Julián Fuks - A Resistência

Literatura brasileira
Julián Fuks - A Resistência - Editora Companhia das Letras - 144 páginas - Lançamento: 05/10/2015 (Leia aqui um trecho em pdf disponibilizado pela Editora).

Este livro alterna entre a autobiografia e ficção, utilizando "palavras guardadas na obscuridade da memória, palavras já esquecidas e transformadas em vagas noções, turvas imagens, impressões duvidosas", assim define em certa passagem o angustiado protagonista Sebastián, representação do autor Julián Fuks, na tentativa de resgatar a sofrida história da própria família, a começar pela resistência política dos pais argentinos, exilados no Brasil, fugitivos da ditadura militar em seu país de origem. Outra resistência que permeia toda a narrativa é a do irmão mais velho, que foi adotado ainda na Argentina, neste caso uma resistência ao convívio familiar. Contar os dramas particulares da própria família não deve ter sido uma tarefa fácil, ainda mais porque o autor partiu apenas das já citadas "vagas noções" dos fatos e com elas precisou "construir o edifício desta história, sobre alicerces subterrâneos tremendamente instáveis".

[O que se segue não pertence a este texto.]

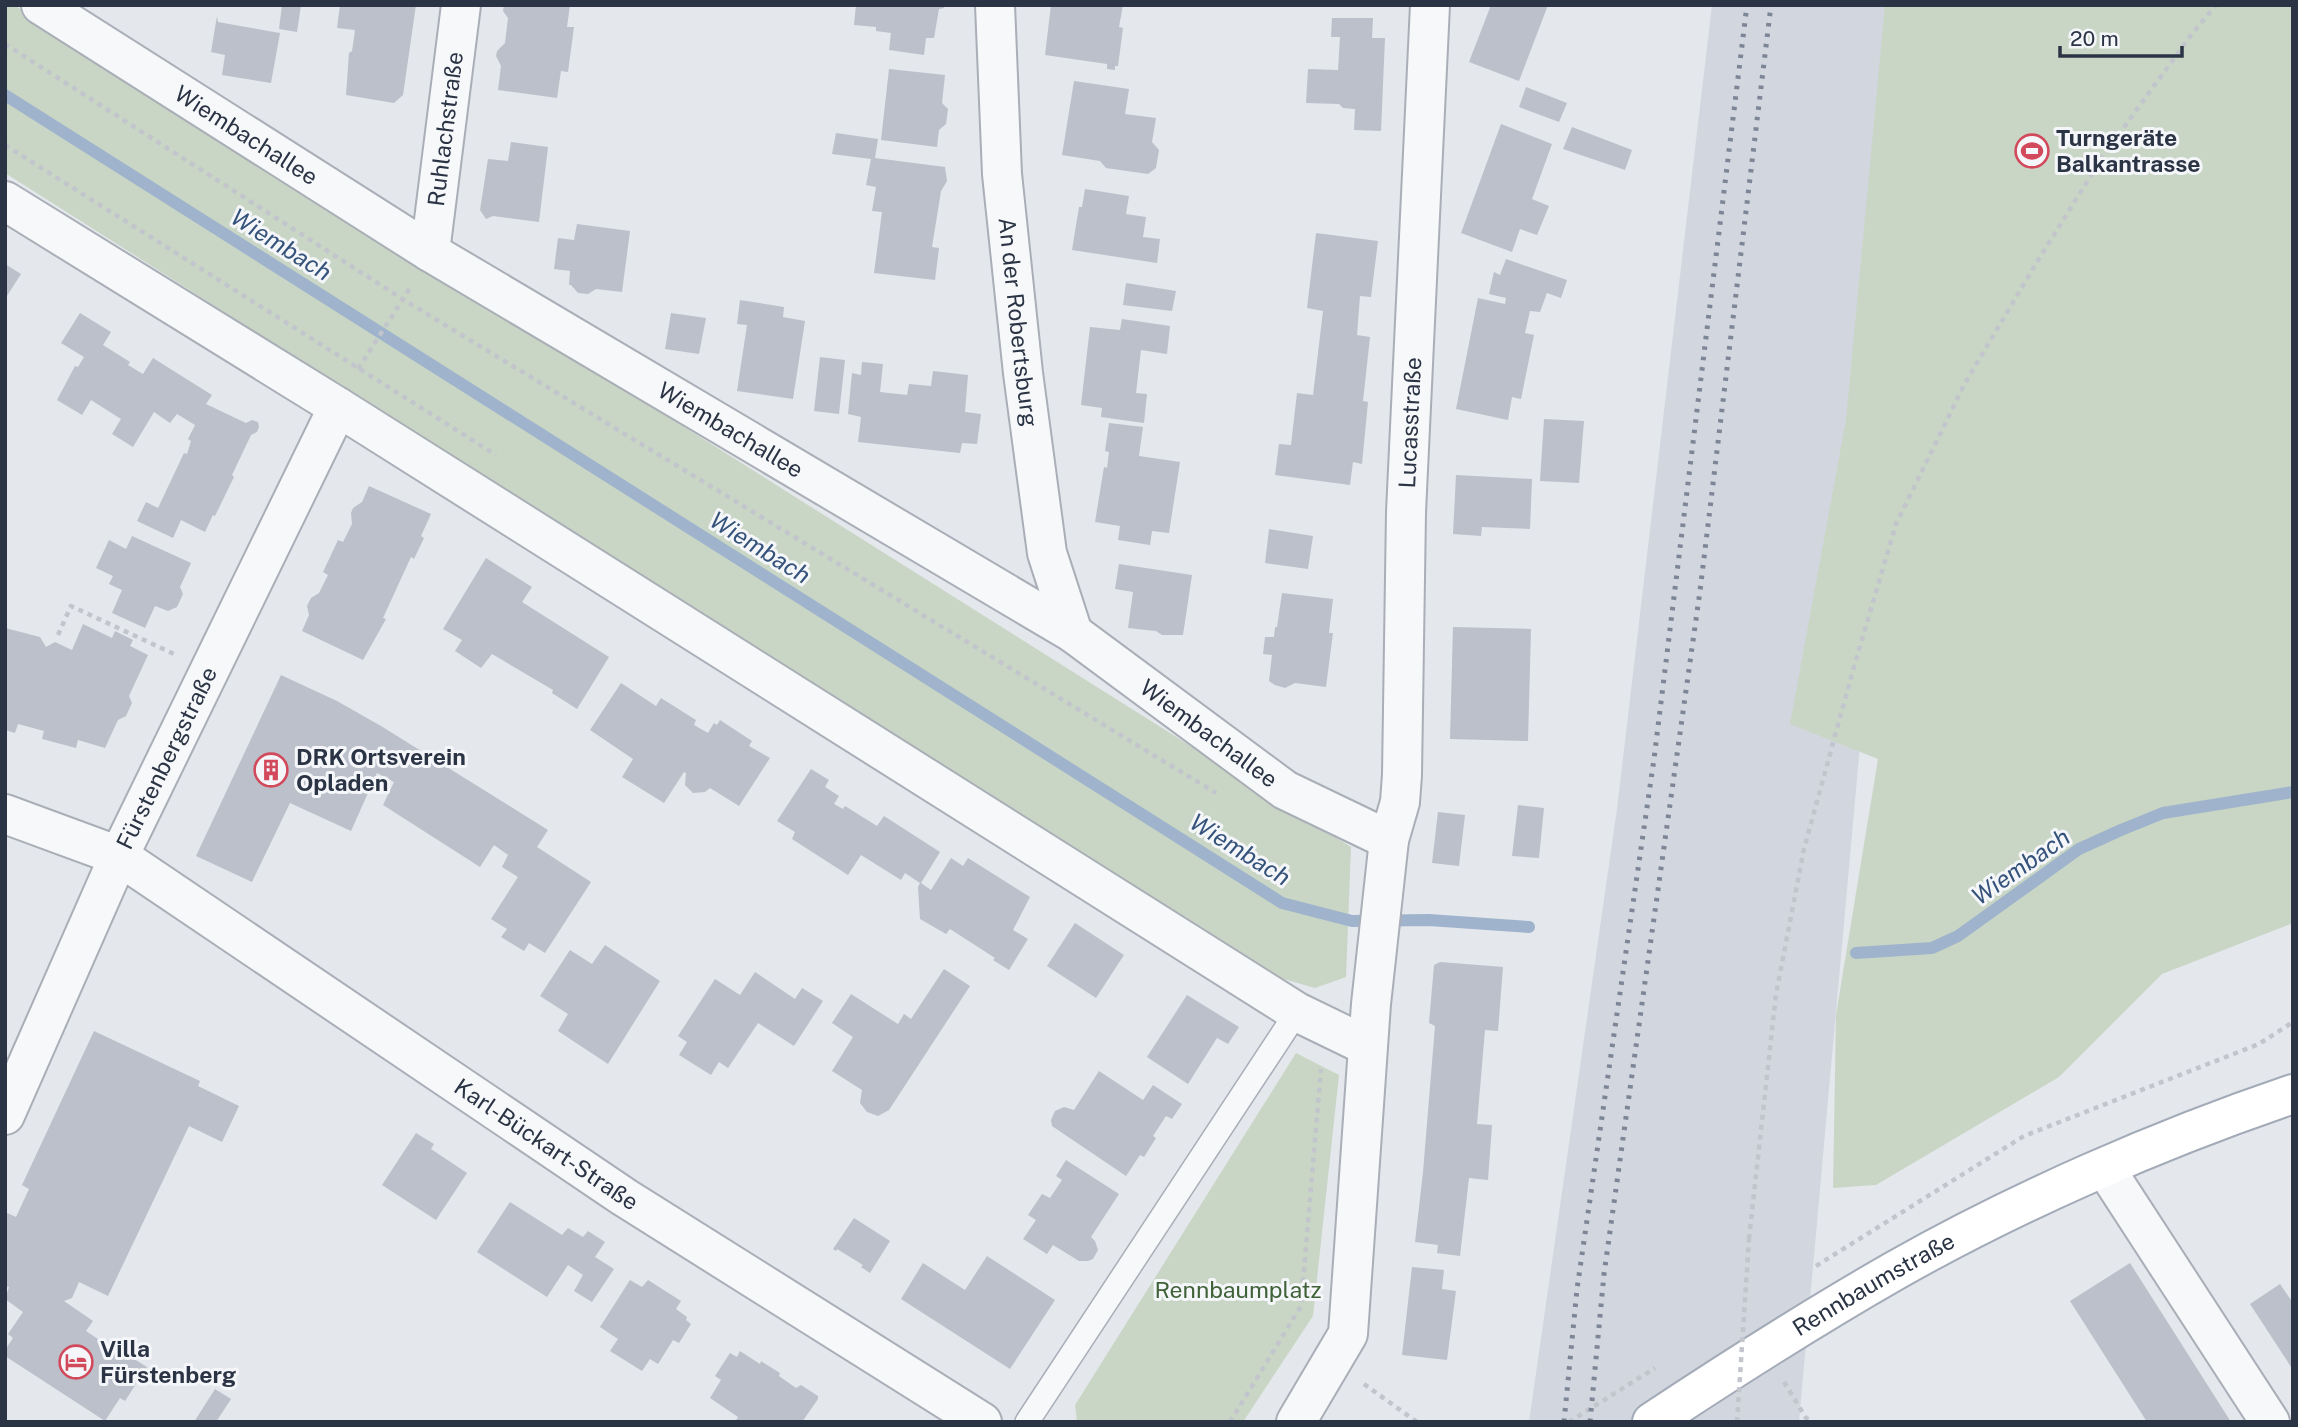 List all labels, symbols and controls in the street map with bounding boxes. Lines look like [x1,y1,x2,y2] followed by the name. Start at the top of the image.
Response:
[2060,14,2182,58] scale bar
[2070,26,2119,51] text: 20 m
[422,50,468,208] street label: Ruhlachstraße
[170,79,323,190] street label: Wiembachallee
[2056,124,2201,177] place label: Turngeräte Balkantrasse
[2013,132,2051,170] sports icon: Turngeräte Balkantrasse
[226,202,337,286] water label: Wiembach
[994,216,1044,428] street label: An der Robertsburg
[1393,356,1426,489] street label: Lucasstraße
[653,376,808,483] street label: Wiembachallee
[705,505,816,589] water label: Wiembach
[110,662,222,853] street label: Fürstenbergstraße
[1135,673,1283,793] street label: Wiembachallee
[296,743,466,796] place label: DRK Ortsverein Opladen
[252,751,290,789] building icon: DRK Ortsverein Opladen
[1185,807,1296,891] water label: Wiembach
[1966,822,2075,910] water label: Wiembach
[449,1072,643,1216] street label: Karl-Bückart-Straße
[1787,1227,1959,1341] street label: Rennbaumstraße
[1154,1276,1322,1303] park label: Rennbaumplatz
[100,1335,236,1388] place label: Villa Fürstenberg
[57,1343,95,1381] hotel icon: Villa Fürstenberg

A prosa de Julián Fuks é precisa e essencial, percebe-se o rigor cirúrgico do autor que deve ter norteado o desenvolvimento de todo o texto, mas nunca deixando de lado a emoção. E como não se emocionar com a descrição dos desaparecidos políticos durante o regime militar argentino, é claro que escrever pode ser um grande ato de resistência, principalmente ao descrever o sentimento de perda que sua mãe sofreu depois da prisão de uma amiga: "Minha mãe não deixou de perguntar, mas o silêncio foi se tornando mais frequente que as palavras e aos poucos aquela ausência ocupou o espaço que a amiga ocupara, roubando-lhe o nome, deformando na memória seus traços. (...) a atrocidade de um regime que mata e que, além de matar, aniquila os que cercam suas vítimas ignoradas, lutos obstruídos, histórias não contadas — a atrocidade de um regime que mata também a morte dos assassinados." Muito dolorosa, mas também linda essa passagem, não é mesmo?

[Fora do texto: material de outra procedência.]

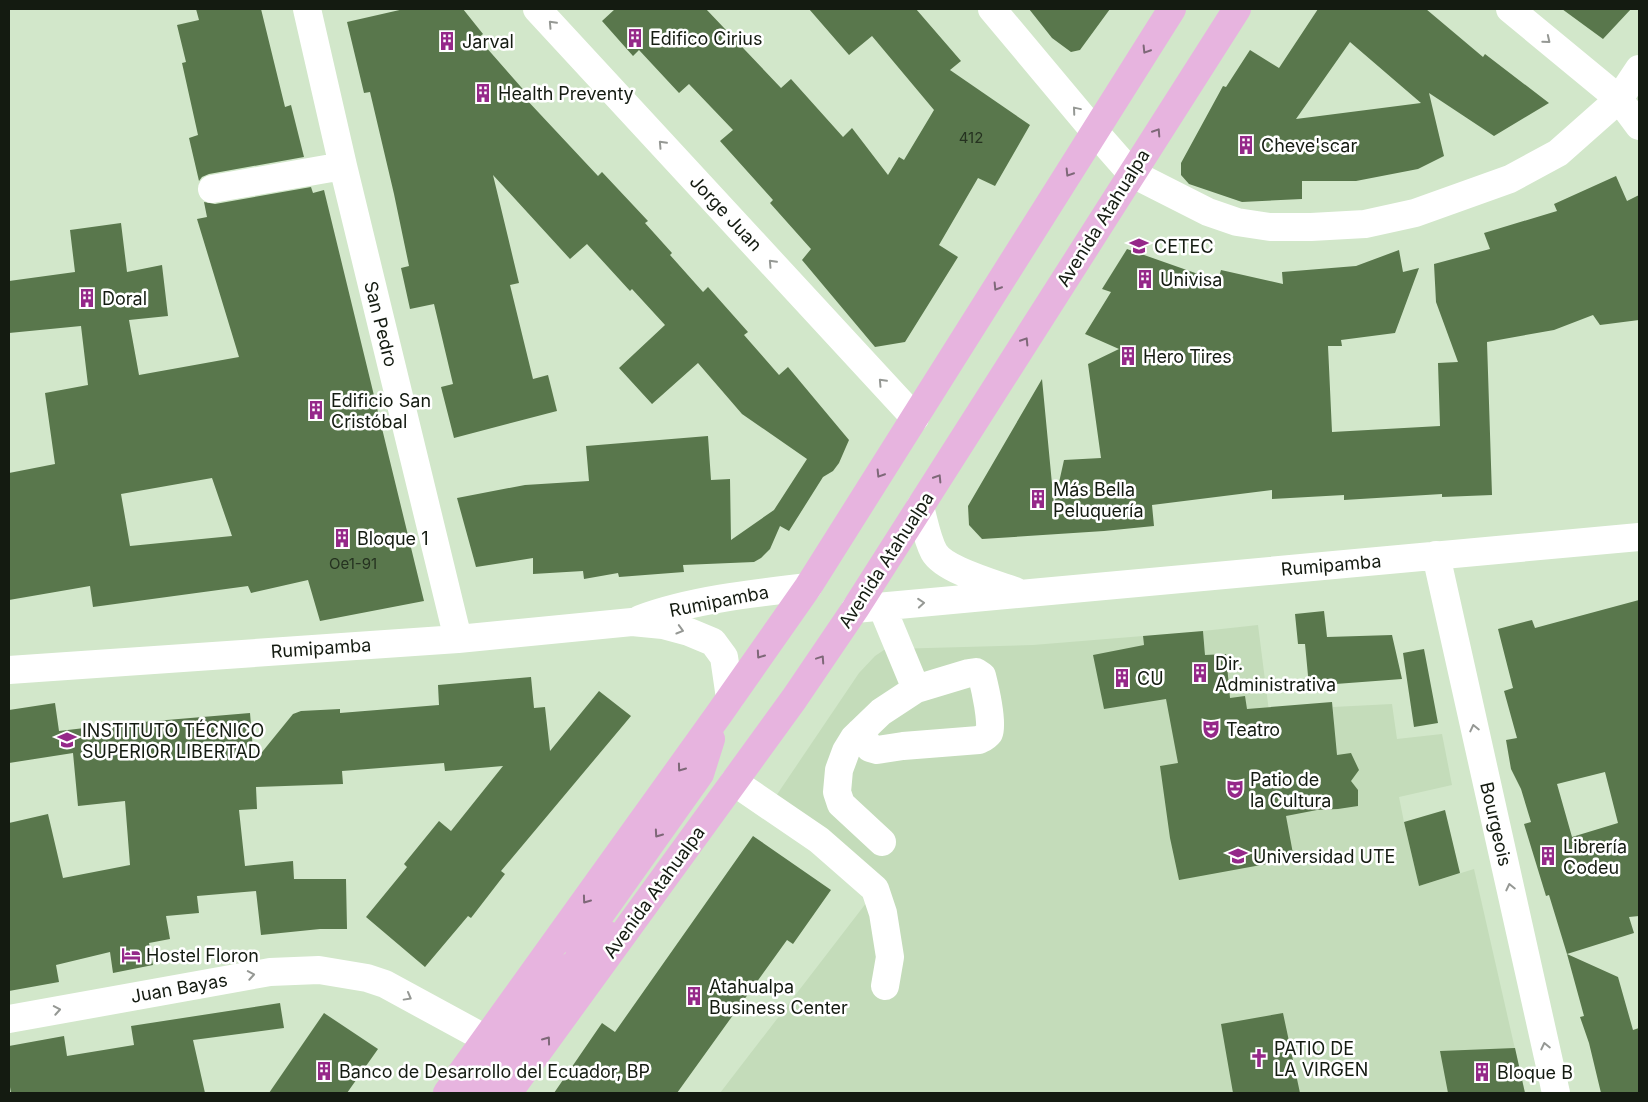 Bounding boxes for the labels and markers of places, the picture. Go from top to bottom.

A tentativa de reconstituir a origem do irmão adotado e com isso gerar algum tipo de aproximação, de certa forma impossível, é outra meta da ficção de Julián Fuks. Há um pedaço de papel já amarelado guardado em uma gaveta. Segundo a mãe, neste eterno lembrete constam o nome e o telefone da parteira que propiciou a adoção clandestina na época, mas ninguém nunca se atreveu a discar este número, sabendo que se trataria de um erro óbvio, provavelmente um destinatário inexistente. Enfim, escrever um livro mais sincero, mais sensível, é o que cogita o protagonista como se escrevesse uma carta para o irmão, cujo nome nunca é pronunciado. Na verdade, a grande motivação é este irmão, um irmão possível que originou esta narrativa: "Sobre isso você devia escrever um dia, sobre ser adotado, alguém precisa escrever".

Certamente o mais importante lançamento da literatura nacional em 2016, este romance tão pessoal conduziu Julián Fuks à condição de um dos autores mais premiados do ano, conquistando o Jabuti de melhor livro de ficção e ainda sendo finalista dos prêmios Oceanos e São Paulo. Uma obra madura de um autor que, assim como o seu protagonista, herdou a condição de exilado, mas nem por isso tem medo de se expor e escrever com sensibilidade, uma condição necessária para que ocorra a verdadeira literatura.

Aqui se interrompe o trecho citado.